俺を安心させるように、先生は俺の頭を優しく撫でる。
ドクドクと心臓がうるさい。

「俺……赤ちゃん、でき、た…」
「………え?」
「ふ、双子、だって…」

俺の頭を撫でる手が止まる。
困惑しているんだろう。当然だ。

「誰と、誰の…?」
「先生と、俺の…」
「ほ、ほんとに?ドッキリとかじゃなくて?」
「ほんとだってば。なんか、九喇嘛のチャクラが俺の体に影響を与えたとかなんとかで……」


どうしよう。
先生固まってるってば。
やっぱり、気持ち悪いよな…。
男に子供が出来たなんて。
そもそも先生、子供、好きなのかな。
もし、嫌いだったら。
大丈夫、大丈夫だってば。
お前達は、俺が守ってやるからな。
俺1人でも、生んで育てるからな。
先生に拒絶されるのは怖いけれど、先生が嫌だって言うなら、受け入れるってば。
嫌な考えだけが、頭の中をグルグルと回る。

「ナルト」
「っ!」

不意に呼ばれてビクリと身体が揺れる。
やっぱり、怖いってばよ。
あぁ…短い結婚生活だったってば。
先生、俺、先生のことずっと愛してるから。

「ありがとう」
「……へ?」

力強く抱きしめられた。
今度は俺が困惑した。

「ありがとう、ありがとうナルト。
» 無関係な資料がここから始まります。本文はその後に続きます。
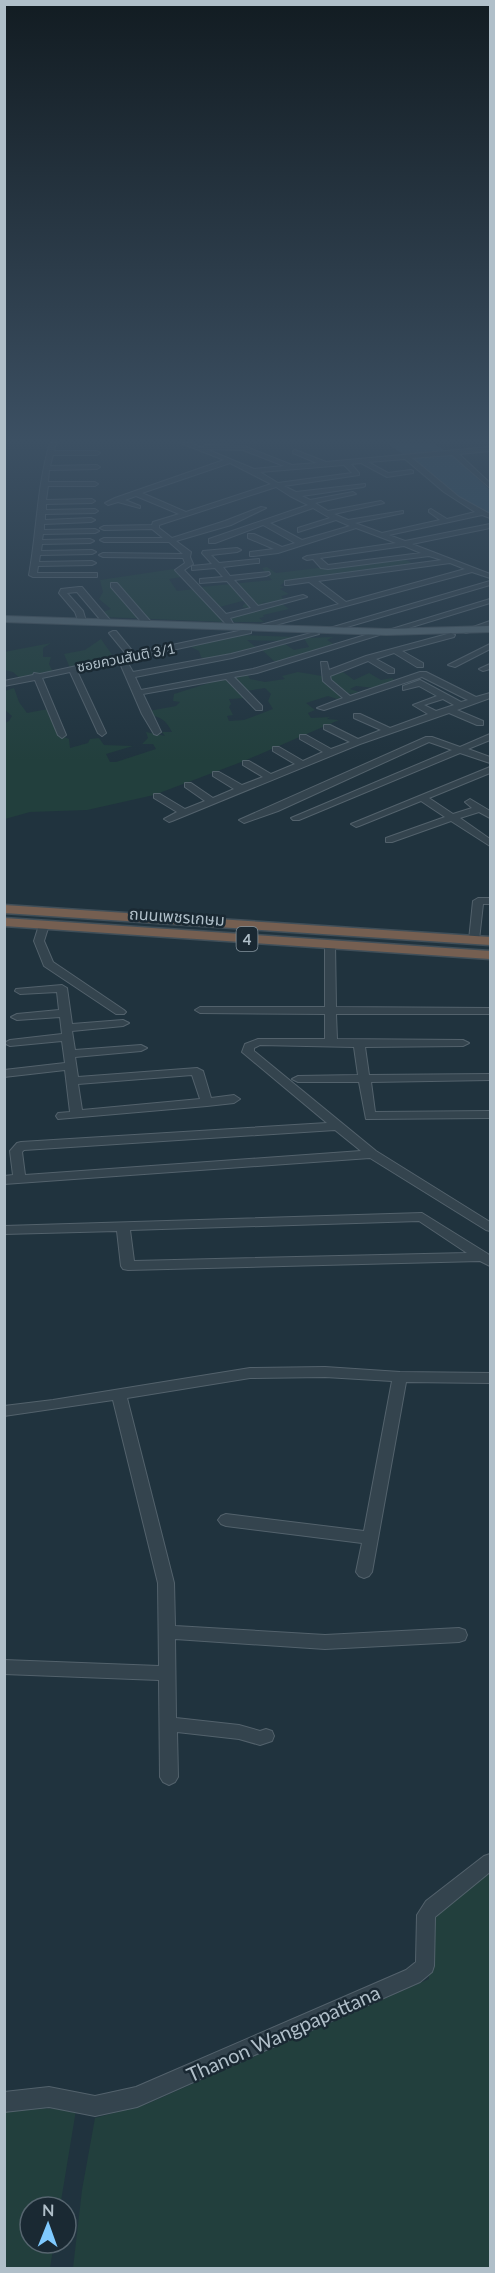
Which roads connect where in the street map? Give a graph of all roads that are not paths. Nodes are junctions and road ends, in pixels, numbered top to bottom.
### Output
1 (37, 549) edge
2 (143, 549) edge
3 (182, 549) edge
4 (281, 549) edge
5 (370, 549) edge
6 (416, 549) edge
7 (237, 550) dead end
8 (92, 552) dead end
9 (185, 552) junction
10 (36, 553) junction
11 (428, 554) junction
12 (103, 555) dead end
13 (450, 562) junction
14 (92, 563) dead end
15 (35, 564) junction
16 (218, 566) junction
17 (195, 568) dead end
18 (471, 570) junction
19 (378, 571) junction
20 (266, 574) dead end
21 (488, 574) edge
22 (94, 575) dead end
23 (386, 577) dead end
24 (229, 578) junction
25 (311, 580) junction
26 (203, 581) dead end
27 (288, 583) dead end
28 (490, 583) edge
29 (114, 585) dead end
30 (303, 597) dead end
31 (490, 601) edge
32 (344, 604) junction
33 (256, 609) junction
34 (224, 617) junction
35 (4, 619) edge
36 (82, 621) junction
37 (107, 622) junction
38 (490, 623) edge
39 (148, 624) junction
40 (4, 625) edge
41 (231, 627) junction
42 (260, 628) junction
43 (327, 630) junction
44 (464, 631) junction
45 (490, 631) edge
46 (248, 632) junction
47 (113, 633) dead end
48 (315, 634) junction
49 (380, 634) junction
50 (451, 635) junction
51 (490, 646) edge
52 (396, 651) junction
53 (310, 654) junction
54 (132, 656) junction
55 (121, 658) junction
56 (369, 658) junction
57 (324, 664) junction
58 (420, 665) dead end
59 (452, 665) dead end
60 (72, 668) junction
61 (339, 668) junction
62 (391, 671) dead end
63 (37, 675) junction
64 (130, 675) junction
65 (326, 675) junction
66 (228, 676) junction
67 (4, 684) edge
68 (430, 688) dead end
69 (137, 693) junction
70 (490, 695) edge
71 (444, 696) junction
72 (349, 699) junction
73 (477, 701) junction
74 (462, 706) junction
75 (259, 708) dead end
76 (321, 708) dead end
77 (450, 710) junction
78 (436, 715) junction
79 (357, 716) dead end
80 (480, 723) dead end
81 (327, 727) dead end
82 (390, 731) junction
83 (158, 732) dead end
84 (102, 733) dead end
85 (62, 735) dead end
86 (490, 737) edge
87 (303, 738) dead end
88 (357, 741) junction
89 (276, 749) dead end
90 (458, 749) junction
91 (329, 752) junction
92 (490, 760) edge
93 (246, 763) dead end
94 (300, 763) junction
95 (490, 770) edge
96 (216, 774) dead end
97 (270, 777) junction
98 (188, 785) dead end
99 (243, 790) junction
100 (157, 796) dead end
101 (423, 798) junction
102 (213, 802) junction
103 (470, 802) dead end
104 (480, 808) junction
105 (185, 813) junction
106 (490, 815) edge
107 (296, 818) dead end
108 (452, 818) junction
109 (169, 819) dead end
110 (244, 820) dead end
111 (356, 824) dead end
112 (389, 840) dead end
113 (490, 843) edge
114 (490, 901) edge
115 (4, 909) edge
116 (4, 922) edge
117 (44, 925) junction
118 (165, 926) junction
119 (474, 940) junction
120 (490, 941) edge
121 (330, 944) junction
122 (490, 955) edge
123 (87, 990) junction
124 (20, 991) dead end
125 (63, 997) junction
126 (200, 1010) dead end
127 (490, 1011) edge
128 (65, 1012) junction
129 (330, 1012) junction
130 (17, 1017) dead end
131 (67, 1032) junction
132 (331, 1042) junction
133 (10, 1043) dead end
134 (463, 1043) dead end
135 (359, 1044) junction
136 (141, 1048) dead end
137 (70, 1060) junction
138 (4, 1074) edge
139 (490, 1077) edge
140 (364, 1078) junction
141 (298, 1079) dead end
142 (73, 1082) junction
143 (234, 1099) dead end
144 (207, 1102) junction
145 (76, 1114) junction
146 (490, 1115) edge
147 (62, 1116) dead end
148 (337, 1126) junction
149 (372, 1154) junction
150 (19, 1178) junction
151 (4, 1180) edge
152 (123, 1227) junction
153 (490, 1227) edge
154 (4, 1230) edge
155 (487, 1259) edge
156 (400, 1377) junction
157 (490, 1378) edge
158 (119, 1395) junction
159 (4, 1411) edge
160 (225, 1520) dead end
161 (369, 1538) junction
162 (364, 1572) dead end
163 (166, 1632) junction
164 (459, 1635) dead end
165 (4, 1667) edge
166 (166, 1673) junction
167 (168, 1724) junction
168 (266, 1736) dead end
169 (169, 1777) dead end
170 (490, 1862) edge
171 (4, 2102) edge

1 - 10 street
2 - 9 street
3 - 9 street
4 - 16 street
5 - 11 street
6 - 11 street
7 - 16 street
8 - 10 street
9 - 12 street
9 - 34 street
10 - 15 street
11 - 13 street
13 - 18 street
13 - 19 street
14 - 15 street
15 - 22 street
16 - 17 street
16 - 24 street
18 - 21 street
18 - 32 street
19 - 23 street
19 - 25 street
20 - 24 street
24 - 26 street
24 - 33 street
25 - 27 street
25 - 32 street
28 - 43 street
29 - 39 street
30 - 33 street
31 - 49 street
32 - 42 street
33 - 34 street
34 - 41 street
35 - 36 main road
36 - 37 main road
36 - 37 street
37 - 39 main road
38 - 44 street
39 - 41 main road
40 - 46 main road
41 - 42 main road
42 - 43 main road
43 - 49 main road
44 - 45 main road
44 - 49 main road
45 - 50 main road
46 - 48 main road
46 - 54 street, ซอยควนสันติ 3/1
47 - 54 street
48 - 49 main road
48 - 64 street
49 - 50 main road
49 - 53 street
50 - 52 street
51 - 59 street
52 - 56 street
52 - 58 street
53 - 57 street
53 - 66 street
54 - 55 street, ซอยควนสันติ 3/1
55 - 60 street, ซอยควนสันติ 3/1
55 - 64 street
56 - 61 street
56 - 62 street
57 - 61 street
57 - 65 street
60 - 63 street, ซอยควนสันติ 3/1
60 - 84 street
61 - 65 street
63 - 67 street, ซอยควนสันติ 3/1
63 - 85 street
64 - 69 street
65 - 72 street
66 - 69 street
66 - 75 street
68 - 71 street
69 - 83 street
70 - 73 street
71 - 74 street
71 - 78 street
72 - 73 street
72 - 76 street
73 - 74 street
74 - 77 street
77 - 78 street
77 - 80 street
78 - 82 street
79 - 82 street
81 - 88 street
82 - 88 street
86 - 90 street
87 - 91 street
88 - 91 street
89 - 94 street
90 - 92 street
90 - 107 street
90 - 110 street
91 - 94 street
93 - 97 street
94 - 97 street
95 - 101 street
96 - 99 street
97 - 99 street
98 - 102 street
99 - 102 street
100 - 105 street
101 - 108 street
101 - 111 street
102 - 105 street
103 - 104 street
104 - 106 street
104 - 108 street
105 - 109 street
108 - 112 street
108 - 113 street
114 - 119 street
115 - 118 highway, ถนนเพชรเกษม / 4
116 - 117 highway, ถนนเพชรเกษม / 4
117 - 118 highway, ถนนเพชรเกษม / 4
117 - 123 street
118 - 119 highway, ถนนเพชรเกษม / 4
118 - 121 highway, ถนนเพชรเกษม / 4
119 - 120 highway, ถนนเพชรเกษม / 4
121 - 122 highway, ถนนเพชรเกษม / 4
121 - 129 street
123 - 125 street
123 - 131 street
124 - 125 street
125 - 128 street
126 - 129 street
127 - 129 street
128 - 130 street
128 - 131 street
129 - 132 street
131 - 133 street
131 - 137 street
132 - 135 street
132 - 148 street
134 - 135 street
135 - 140 street
136 - 137 street
137 - 138 street
137 - 142 street
139 - 140 street
140 - 141 street
140 - 146 street
142 - 144 street
142 - 145 street
143 - 144 street
144 - 145 street
145 - 147 street
148 - 149 street
148 - 150 street
149 - 150 street
149 - 153 street
150 - 151 street
152 - 154 street
152 - 155 street
152 - 155 street
156 - 157 street
156 - 158 street
156 - 161 street
158 - 159 street
158 - 163 street
160 - 161 street
161 - 162 street
163 - 164 street
163 - 166 street
165 - 166 street
166 - 167 street
167 - 168 street
167 - 169 street
170 - 171 street, Thanon Wangpapattana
俺に、家族をくれて。俺にまた、愛するものをくれて、ありがとう」

先生の声はわずかに震えていて、抱きしめられてて顔は見えないけど、泣いてるみたいだった。

「生んで、いい、ってば…?」
「当たり前デショ!?生んでよ。まさか、俺に生むななんて言われると思ってたの!?」
「少し、考えた、ってば」
「そんなわけないデショ!?俺はナルトを愛してる!例えナルトから離れても、俺はナルトを離す気なんてさらさらないよ。ナルトが逃げても、どこまでも追いかけるよ」
「せんせぇ……ひっ、おれ、こわかった、てば。ひぐっ、もし、せんせ、に、いらないって、言われたら…どうしようって」

堪えていた涙が溢れてくる。
決壊したダムのように、止まらない。

「いらないなんて、言わないよ。俺にはナルトが必要なんだ。今までも、これからも。ねぇ、ナルト」
「?」
「もう1度言うよ、ナルト、俺に家族を、愛するものをくれてありがとう。必ず、俺とナルトと子供たちで幸せになろう。必ず、俺が守るから」
「せんせぇ…!!」

その後、俺は涙を止めるのにかなり時間かかって、でもその間、カカシ先生はずっと俺を抱きしめてくれていた。
赤ちゃん達、必ず、俺とカカシ先生が幸せにするってば。
たくさん、愛してあげるってば。
ちゃんと、守ってあげるってば。
家族を知らない俺に、カカシ先生が家族になってくれて、カカシ先生がまた家族をくれた。
上手く母ちゃんできるか分かんないけど、
俺ってば、頑張るから。
赤ちゃん達、元気に生まれてきてくれよな。


俺、はたけナルトは今日、母ちゃんになりました。